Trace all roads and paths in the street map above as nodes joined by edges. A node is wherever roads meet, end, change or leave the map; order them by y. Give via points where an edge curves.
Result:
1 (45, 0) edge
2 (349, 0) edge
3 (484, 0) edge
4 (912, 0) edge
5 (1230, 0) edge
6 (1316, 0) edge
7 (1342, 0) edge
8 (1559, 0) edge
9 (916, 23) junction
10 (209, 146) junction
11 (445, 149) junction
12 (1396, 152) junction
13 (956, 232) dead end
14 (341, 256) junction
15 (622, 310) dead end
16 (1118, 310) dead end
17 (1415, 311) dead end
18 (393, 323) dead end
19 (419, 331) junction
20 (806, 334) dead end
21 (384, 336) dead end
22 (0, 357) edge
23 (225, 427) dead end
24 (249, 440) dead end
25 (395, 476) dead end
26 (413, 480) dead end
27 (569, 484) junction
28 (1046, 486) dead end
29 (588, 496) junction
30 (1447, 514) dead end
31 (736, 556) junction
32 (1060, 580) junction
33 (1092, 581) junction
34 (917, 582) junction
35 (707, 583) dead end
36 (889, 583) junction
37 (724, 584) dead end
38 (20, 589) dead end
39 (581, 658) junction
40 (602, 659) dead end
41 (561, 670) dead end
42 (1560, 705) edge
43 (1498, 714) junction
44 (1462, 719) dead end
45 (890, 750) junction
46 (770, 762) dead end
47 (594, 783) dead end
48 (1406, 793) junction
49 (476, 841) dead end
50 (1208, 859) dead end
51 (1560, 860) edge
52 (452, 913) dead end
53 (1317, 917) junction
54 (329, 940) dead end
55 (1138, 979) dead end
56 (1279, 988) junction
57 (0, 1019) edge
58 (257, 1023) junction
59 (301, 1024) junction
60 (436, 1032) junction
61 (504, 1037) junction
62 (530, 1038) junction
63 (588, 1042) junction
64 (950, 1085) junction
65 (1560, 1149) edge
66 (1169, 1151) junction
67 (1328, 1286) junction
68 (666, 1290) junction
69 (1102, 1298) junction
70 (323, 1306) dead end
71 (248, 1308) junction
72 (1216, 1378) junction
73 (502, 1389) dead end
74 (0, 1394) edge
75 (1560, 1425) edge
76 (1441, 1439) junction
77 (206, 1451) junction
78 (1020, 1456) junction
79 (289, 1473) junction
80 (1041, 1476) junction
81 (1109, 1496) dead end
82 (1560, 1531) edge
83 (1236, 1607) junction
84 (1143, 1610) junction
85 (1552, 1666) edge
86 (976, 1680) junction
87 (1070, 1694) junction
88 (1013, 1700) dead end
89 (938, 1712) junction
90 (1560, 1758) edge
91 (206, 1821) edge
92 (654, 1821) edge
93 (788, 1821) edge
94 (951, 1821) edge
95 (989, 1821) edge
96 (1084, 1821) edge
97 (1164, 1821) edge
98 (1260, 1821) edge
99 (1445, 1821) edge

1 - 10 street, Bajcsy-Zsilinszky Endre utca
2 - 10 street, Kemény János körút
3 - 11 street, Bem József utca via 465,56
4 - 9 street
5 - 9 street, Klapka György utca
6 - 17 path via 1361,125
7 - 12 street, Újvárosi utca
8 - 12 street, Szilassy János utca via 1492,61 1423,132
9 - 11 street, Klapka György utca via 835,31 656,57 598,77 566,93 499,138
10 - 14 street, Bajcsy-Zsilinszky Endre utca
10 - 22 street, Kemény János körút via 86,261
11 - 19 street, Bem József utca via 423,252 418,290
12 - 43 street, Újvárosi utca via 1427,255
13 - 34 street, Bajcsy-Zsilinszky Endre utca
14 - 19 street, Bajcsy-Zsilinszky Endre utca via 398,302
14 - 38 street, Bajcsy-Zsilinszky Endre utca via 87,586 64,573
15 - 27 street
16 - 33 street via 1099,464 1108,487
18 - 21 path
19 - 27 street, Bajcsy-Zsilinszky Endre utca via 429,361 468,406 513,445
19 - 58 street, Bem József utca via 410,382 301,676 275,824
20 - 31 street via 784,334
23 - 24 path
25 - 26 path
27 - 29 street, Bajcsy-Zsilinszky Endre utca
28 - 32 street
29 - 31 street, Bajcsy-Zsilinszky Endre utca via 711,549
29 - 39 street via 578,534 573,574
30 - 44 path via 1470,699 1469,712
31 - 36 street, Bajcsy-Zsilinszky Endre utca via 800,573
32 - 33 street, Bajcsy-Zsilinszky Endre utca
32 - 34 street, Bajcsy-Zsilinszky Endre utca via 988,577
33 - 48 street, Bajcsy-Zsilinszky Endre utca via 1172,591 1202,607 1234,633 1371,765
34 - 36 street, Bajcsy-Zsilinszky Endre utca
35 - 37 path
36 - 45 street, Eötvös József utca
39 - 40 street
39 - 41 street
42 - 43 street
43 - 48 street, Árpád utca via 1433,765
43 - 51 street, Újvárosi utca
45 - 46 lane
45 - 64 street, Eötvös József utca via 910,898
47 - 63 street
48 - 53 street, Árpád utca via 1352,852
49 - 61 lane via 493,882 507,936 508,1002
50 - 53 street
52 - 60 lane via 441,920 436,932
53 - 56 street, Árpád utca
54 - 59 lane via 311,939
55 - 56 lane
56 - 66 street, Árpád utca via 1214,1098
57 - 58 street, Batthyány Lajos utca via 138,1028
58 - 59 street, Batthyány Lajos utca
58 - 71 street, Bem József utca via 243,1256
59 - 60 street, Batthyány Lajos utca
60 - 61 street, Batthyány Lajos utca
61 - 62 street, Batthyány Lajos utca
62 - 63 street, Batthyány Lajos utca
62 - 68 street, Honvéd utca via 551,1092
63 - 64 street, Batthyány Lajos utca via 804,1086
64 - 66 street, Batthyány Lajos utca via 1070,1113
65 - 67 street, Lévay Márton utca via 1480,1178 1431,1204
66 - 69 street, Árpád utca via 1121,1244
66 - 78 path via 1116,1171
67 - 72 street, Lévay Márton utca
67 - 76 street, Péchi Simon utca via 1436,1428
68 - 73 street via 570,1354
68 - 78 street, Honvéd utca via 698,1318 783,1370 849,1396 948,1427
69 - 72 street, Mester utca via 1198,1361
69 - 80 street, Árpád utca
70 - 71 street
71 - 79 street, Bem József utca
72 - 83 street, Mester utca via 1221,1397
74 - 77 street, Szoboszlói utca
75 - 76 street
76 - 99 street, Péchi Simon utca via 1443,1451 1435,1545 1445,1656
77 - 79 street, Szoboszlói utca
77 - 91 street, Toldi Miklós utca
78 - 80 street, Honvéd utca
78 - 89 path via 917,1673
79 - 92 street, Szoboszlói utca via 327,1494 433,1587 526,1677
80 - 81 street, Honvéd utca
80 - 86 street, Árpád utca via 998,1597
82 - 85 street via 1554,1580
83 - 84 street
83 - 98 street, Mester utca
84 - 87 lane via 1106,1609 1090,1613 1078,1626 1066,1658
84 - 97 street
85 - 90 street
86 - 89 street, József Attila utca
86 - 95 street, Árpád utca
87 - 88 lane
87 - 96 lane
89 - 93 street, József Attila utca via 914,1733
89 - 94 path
───
Problem details —
Among the lines of the data above, find those with the word "Lévay" and show them.

Task answer —
65 - 67 street, Lévay Márton utca via 1480,1178 1431,1204
67 - 72 street, Lévay Márton utca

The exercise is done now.